If you don’t hit your original score mark, then you’ve messed up that particular cut. I do this often. I guess the pressure from my hands is uneven or something so the cutter and the bottle don’t stay where they are supposed to. This is where the practice comes in. Also make sure all your screws are tightened all the way so stuff doesn’t shift.
Once you’ve got your cut, you can start shocking the glass. We want to do this slowly and evenly.
Water Shocking Method:
I put a towel in the bottom of my sink, just to provide a bit of a cushion should some glass happen to drop. It will also catch the hundreds of tiny flakes of glass that fall off your bottles, so make sure to wash it thoroughly afterwards.
I have one jug of water in the fridge, the other boiling away on the stove.
Starting with boiling water, slowly pour a small stream over your score mark. Turn the bottle so you get all sides of it. Keep going until you can feel the bottle warm in your hands.
Now, pour on the cold water in the same way. You’ll start to hear some cracking — that’s the glass breaking along its score line.
Keep going, alternating boiling and cold water. There will be more cracking. Don’t try to force the two parts of your bottle apart. If they’re going to come apart they will do so on their own. Just keep alternating your water and it will eventually happen.
You can see here how I etched lines in parallel rings on this jar.
And then this is how it fell apart.
They didn’t fall apart completely evenly, but as I was only seeing if cutting multiple lines at once was even possible (as the book and the ‘net both tell you to do them one at a time), I wasn’t paying that much attention to my scoring.
Fire and Ice Method:
For argument’s sake, I also did the candle method as espoused by the kit itself.
Carefully hold the bottle just above a candle flame, so the flame nearly touches your score mark. Rotate the bottle slowly to evenly heat all the way around.
When the bottle is heated, take an ice cube to the score lines and rub it all the way around.
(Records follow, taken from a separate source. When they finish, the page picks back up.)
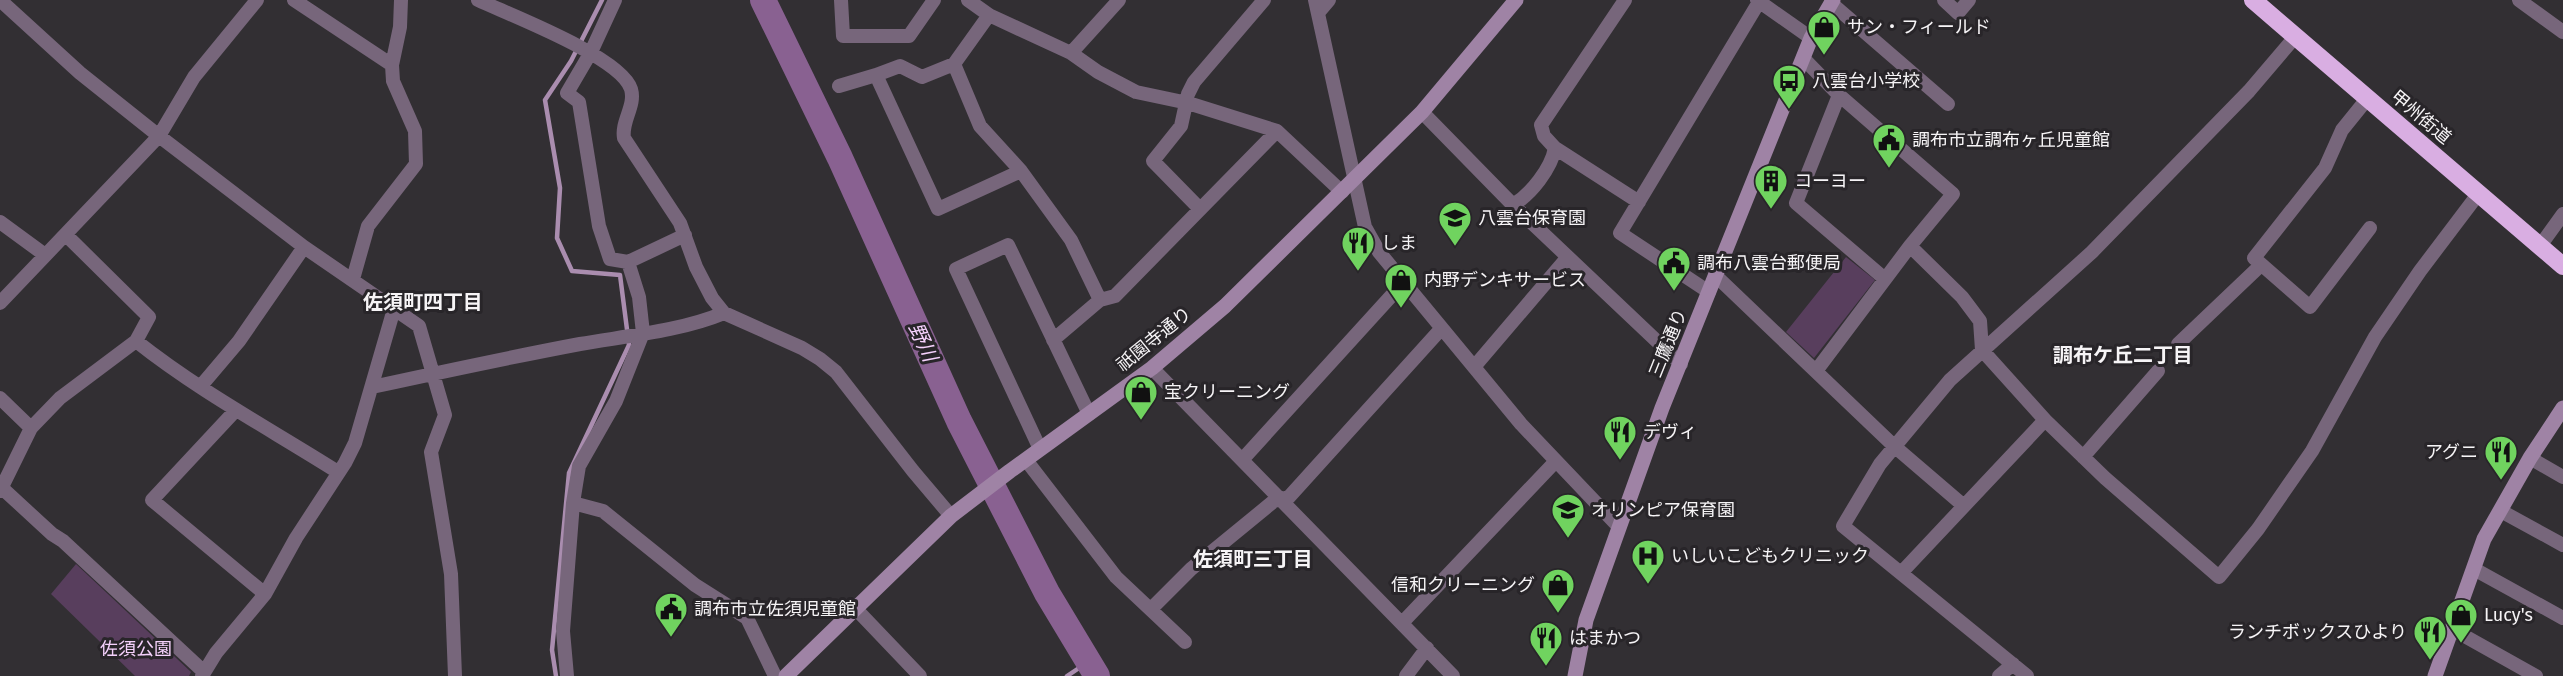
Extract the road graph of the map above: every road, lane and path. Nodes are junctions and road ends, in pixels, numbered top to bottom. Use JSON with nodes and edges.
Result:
{"nodes":[{"id":1,"x":0,"y":0,"type":"edge"},
{"id":2,"x":257,"y":0,"type":"edge"},
{"id":3,"x":294,"y":0,"type":"edge"},
{"id":4,"x":401,"y":0,"type":"edge"},
{"id":5,"x":478,"y":0,"type":"edge"},
{"id":6,"x":615,"y":0,"type":"edge"},
{"id":7,"x":841,"y":0,"type":"edge"},
{"id":8,"x":934,"y":0,"type":"edge"},
{"id":9,"x":968,"y":0,"type":"edge"},
{"id":10,"x":1119,"y":0,"type":"edge"},
{"id":11,"x":1264,"y":0,"type":"edge"},
{"id":12,"x":1329,"y":0,"type":"edge"},
{"id":13,"x":1516,"y":0,"type":"edge"},
{"id":14,"x":1624,"y":0,"type":"edge"},
{"id":15,"x":1944,"y":0,"type":"edge"},
{"id":16,"x":1969,"y":0,"type":"edge"},
{"id":17,"x":2253,"y":0,"type":"edge"},
{"id":18,"x":2519,"y":0,"type":"edge"},
{"id":19,"x":1758,"y":1,"type":"edge"},
{"id":20,"x":1832,"y":1,"type":"edge"},
{"id":21,"x":1317,"y":6,"type":"edge"},
{"id":22,"x":989,"y":15,"type":"junction"},
{"id":23,"x":2563,"y":32,"type":"edge"},
{"id":24,"x":2295,"y":37,"type":"junction"},
{"id":25,"x":1811,"y":38,"type":"junction"},
{"id":26,"x":591,"y":52,"type":"junction"},
{"id":27,"x":1071,"y":53,"type":"junction"},
{"id":28,"x":1803,"y":58,"type":"junction"},
{"id":29,"x":954,"y":64,"type":"junction"},
{"id":30,"x":392,"y":65,"type":"junction"},
{"id":31,"x":876,"y":75,"type":"junction"},
{"id":32,"x":840,"y":86,"type":"dead end"},
{"id":33,"x":1839,"y":95,"type":"junction"},
{"id":34,"x":2367,"y":99,"type":"junction"},
{"id":35,"x":1188,"y":103,"type":"junction"},
{"id":36,"x":1948,"y":104,"type":"dead end"},
{"id":37,"x":1422,"y":112,"type":"junction"},
{"id":38,"x":1276,"y":131,"type":"junction"},
{"id":39,"x":159,"y":136,"type":"junction"},
{"id":40,"x":1554,"y":148,"type":"junction"},
{"id":41,"x":1021,"y":171,"type":"junction"},
{"id":42,"x":1355,"y":180,"type":"junction"},
{"id":43,"x":1342,"y":192,"type":"junction"},
{"id":44,"x":2480,"y":193,"type":"junction"},
{"id":45,"x":1639,"y":202,"type":"junction"},
{"id":46,"x":1513,"y":205,"type":"junction"},
{"id":47,"x":1200,"y":208,"type":"junction"},
{"id":48,"x":2563,"y":214,"type":"edge"},
{"id":49,"x":0,"y":222,"type":"edge"},
{"id":50,"x":2370,"y":228,"type":"dead end"},
{"id":51,"x":66,"y":235,"type":"junction"},
{"id":52,"x":685,"y":235,"type":"junction"},
{"id":53,"x":1910,"y":246,"type":"junction"},
{"id":54,"x":2540,"y":246,"type":"junction"},
{"id":55,"x":304,"y":247,"type":"junction"},
{"id":56,"x":45,"y":255,"type":"junction"},
{"id":57,"x":1567,"y":258,"type":"junction"},
{"id":58,"x":628,"y":262,"type":"junction"},
{"id":59,"x":2261,"y":266,"type":"junction"},
{"id":60,"x":2563,"y":266,"type":"edge"},
{"id":61,"x":1716,"y":276,"type":"junction"},
{"id":62,"x":353,"y":279,"type":"junction"},
{"id":63,"x":1885,"y":279,"type":"junction"},
{"id":64,"x":1403,"y":283,"type":"junction"},
{"id":65,"x":1709,"y":292,"type":"junction"},
{"id":66,"x":1100,"y":300,"type":"junction"},
{"id":67,"x":0,"y":303,"type":"edge"},
{"id":68,"x":394,"y":309,"type":"junction"},
{"id":69,"x":724,"y":314,"type":"junction"},
{"id":70,"x":1441,"y":329,"type":"junction"},
{"id":71,"x":643,"y":333,"type":"junction"},
{"id":72,"x":136,"y":340,"type":"junction"},
{"id":73,"x":1053,"y":340,"type":"junction"},
{"id":74,"x":2178,"y":344,"type":"dead end"},
{"id":75,"x":1982,"y":350,"type":"junction"},
{"id":76,"x":1681,"y":364,"type":"junction"},
{"id":77,"x":1474,"y":367,"type":"junction"},
{"id":78,"x":1152,"y":368,"type":"junction"},
{"id":79,"x":1816,"y":371,"type":"junction"},
{"id":80,"x":2158,"y":371,"type":"dead end"},
{"id":81,"x":435,"y":373,"type":"junction"},
{"id":82,"x":200,"y":387,"type":"junction"},
{"id":83,"x":372,"y":387,"type":"junction"},
{"id":84,"x":0,"y":398,"type":"edge"},
{"id":85,"x":2563,"y":408,"type":"edge"},
{"id":86,"x":235,"y":411,"type":"junction"},
{"id":87,"x":1089,"y":414,"type":"junction"},
{"id":88,"x":2045,"y":420,"type":"junction"},
{"id":89,"x":31,"y":428,"type":"junction"},
{"id":90,"x":1894,"y":446,"type":"junction"},
{"id":91,"x":1040,"y":449,"type":"junction"},
{"id":92,"x":2083,"y":457,"type":"junction"},
{"id":93,"x":2530,"y":458,"type":"junction"},
{"id":94,"x":1026,"y":460,"type":"junction"},
{"id":95,"x":1242,"y":460,"type":"junction"},
{"id":96,"x":1555,"y":462,"type":"junction"},
{"id":97,"x":338,"y":472,"type":"junction"},
{"id":98,"x":2563,"y":477,"type":"edge"},
{"id":99,"x":1,"y":489,"type":"edge"},
{"id":100,"x":1281,"y":500,"type":"junction"},
{"id":101,"x":573,"y":503,"type":"junction"},
{"id":102,"x":1964,"y":506,"type":"junction"},
{"id":103,"x":2501,"y":511,"type":"junction"},
{"id":104,"x":951,"y":516,"type":"junction"},
{"id":105,"x":1618,"y":526,"type":"junction"},
{"id":106,"x":2563,"y":545,"type":"edge"},
{"id":107,"x":2474,"y":569,"type":"junction"},
{"id":108,"x":1900,"y":573,"type":"junction"},
{"id":109,"x":265,"y":594,"type":"junction"},
{"id":110,"x":856,"y":609,"type":"junction"},
{"id":111,"x":1151,"y":609,"type":"junction"},
{"id":112,"x":2563,"y":618,"type":"edge"},
{"id":113,"x":1402,"y":622,"type":"junction"},
{"id":114,"x":2452,"y":629,"type":"junction"},
{"id":115,"x":1185,"y":642,"type":"dead end"},
{"id":116,"x":1427,"y":648,"type":"junction"},
{"id":117,"x":2013,"y":664,"type":"junction"},
{"id":118,"x":203,"y":674,"type":"edge"},
{"id":119,"x":455,"y":676,"type":"edge"},
{"id":120,"x":567,"y":676,"type":"edge"},
{"id":121,"x":776,"y":676,"type":"edge"},
{"id":122,"x":786,"y":676,"type":"edge"},
{"id":123,"x":920,"y":676,"type":"edge"},
{"id":124,"x":1406,"y":676,"type":"edge"},
{"id":125,"x":1454,"y":676,"type":"edge"},
{"id":126,"x":1575,"y":676,"type":"edge"},
{"id":127,"x":1999,"y":676,"type":"edge"},
{"id":128,"x":2027,"y":676,"type":"edge"},
{"id":129,"x":2434,"y":676,"type":"edge"},
{"id":130,"x":2536,"y":676,"type":"edge"}],
"edges":[{"from":1,"to":39,"type":"street"},
{"from":2,"to":39,"type":"street"},
{"from":3,"to":30,"type":"street"},
{"from":4,"to":30,"type":"street"},
{"from":5,"to":26,"type":"street"},
{"from":6,"to":26,"type":"street"},
{"from":7,"to":8,"type":"street"},
{"from":9,"to":22,"type":"street"},
{"from":10,"to":27,"type":"street"},
{"from":11,"to":35,"type":"street"},
{"from":12,"to":21,"type":"street"},
{"from":13,"to":37,"type":"street","name":"祇園寺通り"},
{"from":14,"to":40,"type":"street"},
{"from":15,"to":16,"type":"street"},
{"from":17,"to":24,"type":"highway","name":"甲州街道"},
{"from":18,"to":23,"type":"street"},
{"from":19,"to":25,"type":"street"},
{"from":19,"to":45,"type":"street"},
{"from":20,"to":25,"type":"street","name":"三鷹通り"},
{"from":20,"to":36,"type":"street"},
{"from":21,"to":42,"type":"street"},
{"from":22,"to":27,"type":"street"},
{"from":22,"to":29,"type":"street"},
{"from":24,"to":34,"type":"highway","name":"甲州街道"},
{"from":24,"to":75,"type":"street"},
{"from":25,"to":28,"type":"street","name":"三鷹通り"},
{"from":26,"to":52,"type":"street"},
{"from":26,"to":58,"type":"street"},
{"from":27,"to":35,"type":"street"},
{"from":28,"to":33,"type":"street"},
{"from":28,"to":61,"type":"street","name":"三鷹通り"},
{"from":29,"to":31,"type":"street"},
{"from":29,"to":41,"type":"street"},
{"from":30,"to":62,"type":"street"},
{"from":31,"to":32,"type":"street"},
{"from":31,"to":41,"type":"street"},
{"from":33,"to":53,"type":"street"},
{"from":33,"to":63,"type":"street"},
{"from":34,"to":44,"type":"highway","name":"甲州街道"},
{"from":34,"to":59,"type":"street"},
{"from":35,"to":38,"type":"street"},
{"from":35,"to":47,"type":"street"},
{"from":37,"to":42,"type":"street","name":"祇園寺通り"},
{"from":37,"to":46,"type":"street"},
{"from":38,"to":43,"type":"street"},
{"from":38,"to":47,"type":"street"},
{"from":39,"to":51,"type":"street"},
{"from":39,"to":55,"type":"street"},
{"from":40,"to":45,"type":"street"},
{"from":40,"to":46,"type":"street"},
{"from":41,"to":66,"type":"street"},
{"from":42,"to":43,"type":"street","name":"祇園寺通り"},
{"from":42,"to":64,"type":"street"},
{"from":43,"to":78,"type":"street","name":"祇園寺通り"},
{"from":44,"to":54,"type":"highway","name":"甲州街道"},
{"from":44,"to":92,"type":"street"},
{"from":45,"to":65,"type":"street"},
{"from":46,"to":57,"type":"street"},
{"from":47,"to":66,"type":"street"},
{"from":48,"to":54,"type":"street"},
{"from":49,"to":56,"type":"street"},
{"from":50,"to":59,"type":"street"},
{"from":51,"to":56,"type":"street"},
{"from":51,"to":72,"type":"street"},
{"from":52,"to":58,"type":"street"},
{"from":52,"to":69,"type":"street"},
{"from":53,"to":63,"type":"street"},
{"from":53,"to":75,"type":"street"},
{"from":54,"to":60,"type":"highway","name":"甲州街道"},
{"from":55,"to":62,"type":"street"},
{"from":55,"to":82,"type":"street"},
{"from":56,"to":67,"type":"street"},
{"from":57,"to":76,"type":"street"},
{"from":57,"to":77,"type":"street"},
{"from":58,"to":71,"type":"street"},
{"from":59,"to":74,"type":"street"},
{"from":61,"to":65,"type":"street","name":"三鷹通り"},
{"from":61,"to":79,"type":"street"},
{"from":62,"to":68,"type":"street"},
{"from":63,"to":79,"type":"street"},
{"from":64,"to":70,"type":"street"},
{"from":64,"to":95,"type":"street"},
{"from":65,"to":76,"type":"street","name":"三鷹通り"},
{"from":66,"to":73,"type":"street"},
{"from":68,"to":81,"type":"street"},
{"from":68,"to":83,"type":"street"},
{"from":69,"to":71,"type":"street"},
{"from":69,"to":104,"type":"street"},
{"from":70,"to":77,"type":"street"},
{"from":70,"to":100,"type":"street"},
{"from":71,"to":81,"type":"street"},
{"from":71,"to":101,"type":"street"},
{"from":72,"to":82,"type":"street"},
{"from":72,"to":89,"type":"street"},
{"from":73,"to":87,"type":"street"},
{"from":73,"to":91,"type":"street"},
{"from":75,"to":88,"type":"street"},
{"from":75,"to":90,"type":"street"},
{"from":76,"to":105,"type":"street","name":"三鷹通り"},
{"from":77,"to":96,"type":"street"},
{"from":78,"to":87,"type":"street","name":"祇園寺通り"},
{"from":78,"to":95,"type":"street"},
{"from":79,"to":90,"type":"street"},
{"from":80,"to":92,"type":"street"},
{"from":81,"to":83,"type":"street"},
{"from":81,"to":119,"type":"street"},
{"from":82,"to":86,"type":"street"},
{"from":83,"to":97,"type":"street"},
{"from":84,"to":89,"type":"street"},
{"from":85,"to":93,"type":"street"},
{"from":86,"to":97,"type":"street"},
{"from":86,"to":109,"type":"street"},
{"from":87,"to":91,"type":"street","name":"祇園寺通り"},
{"from":88,"to":92,"type":"street"},
{"from":88,"to":102,"type":"street"},
{"from":89,"to":99,"type":"street"},
{"from":90,"to":102,"type":"street"},
{"from":90,"to":108,"type":"street"},
{"from":91,"to":94,"type":"street","name":"祇園寺通り"},
{"from":93,"to":98,"type":"street"},
{"from":93,"to":103,"type":"street"},
{"from":94,"to":104,"type":"street","name":"祇園寺通り"},
{"from":94,"to":111,"type":"street"},
{"from":95,"to":100,"type":"street"},
{"from":96,"to":105,"type":"street"},
{"from":96,"to":113,"type":"street"},
{"from":97,"to":109,"type":"street"},
{"from":99,"to":118,"type":"street"},
{"from":100,"to":111,"type":"street"},
{"from":100,"to":113,"type":"street"},
{"from":101,"to":120,"type":"street"},
{"from":101,"to":121,"type":"street"},
{"from":102,"to":108,"type":"street"},
{"from":103,"to":106,"type":"street"},
{"from":103,"to":107,"type":"street"},
{"from":104,"to":110,"type":"street","name":"祇園寺通り"},
{"from":105,"to":126,"type":"street","name":"三鷹通り"},
{"from":107,"to":112,"type":"street"},
{"from":107,"to":114,"type":"street"},
{"from":108,"to":117,"type":"street"},
{"from":109,"to":118,"type":"street"},
{"from":110,"to":122,"type":"street","name":"祇園寺通り"},
{"from":110,"to":123,"type":"street"},
{"from":111,"to":115,"type":"street"},
{"from":113,"to":116,"type":"street"},
{"from":114,"to":129,"type":"street"},
{"from":114,"to":130,"type":"street"},
{"from":116,"to":124,"type":"street"},
{"from":116,"to":125,"type":"street"},
{"from":117,"to":127,"type":"street"},
{"from":117,"to":128,"type":"street"}]}
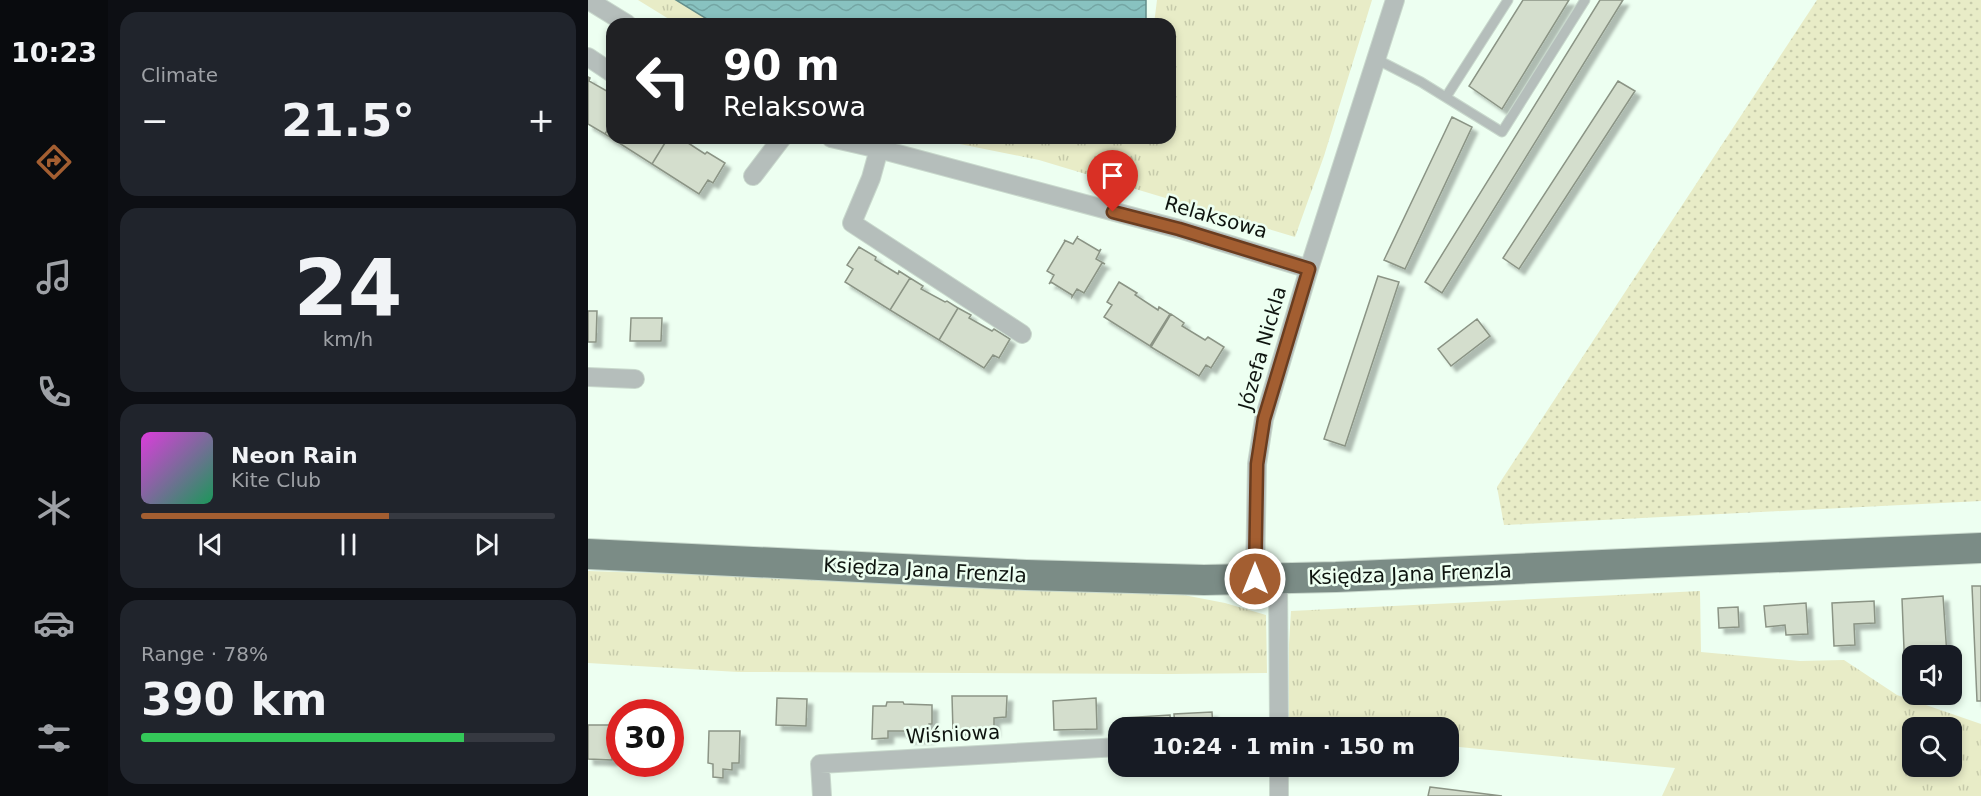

You will find that you have to do more repetitions for this method, but it’s slightly more accurate. Because the bottle is more gently treated your cuts will open straighter more times than not.
Of course, if you’re cutting rings, like I was here, the fire and ice method is very slow, as you have to do each ring individually. The water shock method is much better for cutting rings, but I would use the fire and ice method for the lips of drinking glasses and the like, where a completely straight edge is important.
When you have finally achieved an edge on glass that you like, you will need to grind down the edges, because this is broken glass — it’s super sharp.
The kit comes with this silicon carbide powder, which you can pour on a sheet of glass that you don’t need to use for anything else, add a drop of water, and rub away until all the sharp edges on the glass are gone.
It’s a little messy though. I prefer emery cloth, which is basically fine sandpaper, just the silicon carbide powder is glued to a sheet of paper. You can still add a few drops of water to it (this keeps the glass dust down), and grind away!
Make sure to get the inside edges as well as the outside edge.
You can always dip a small piece of paper in water and sand down the inside by hand.
So my first successful efforts of today produced this lovely wee glass.
Which I filled with juice. And which I plan to later etch and give to someone.
And these rings, which I will be making into another gift for someone else. They’re not perfect, but they’re not bad.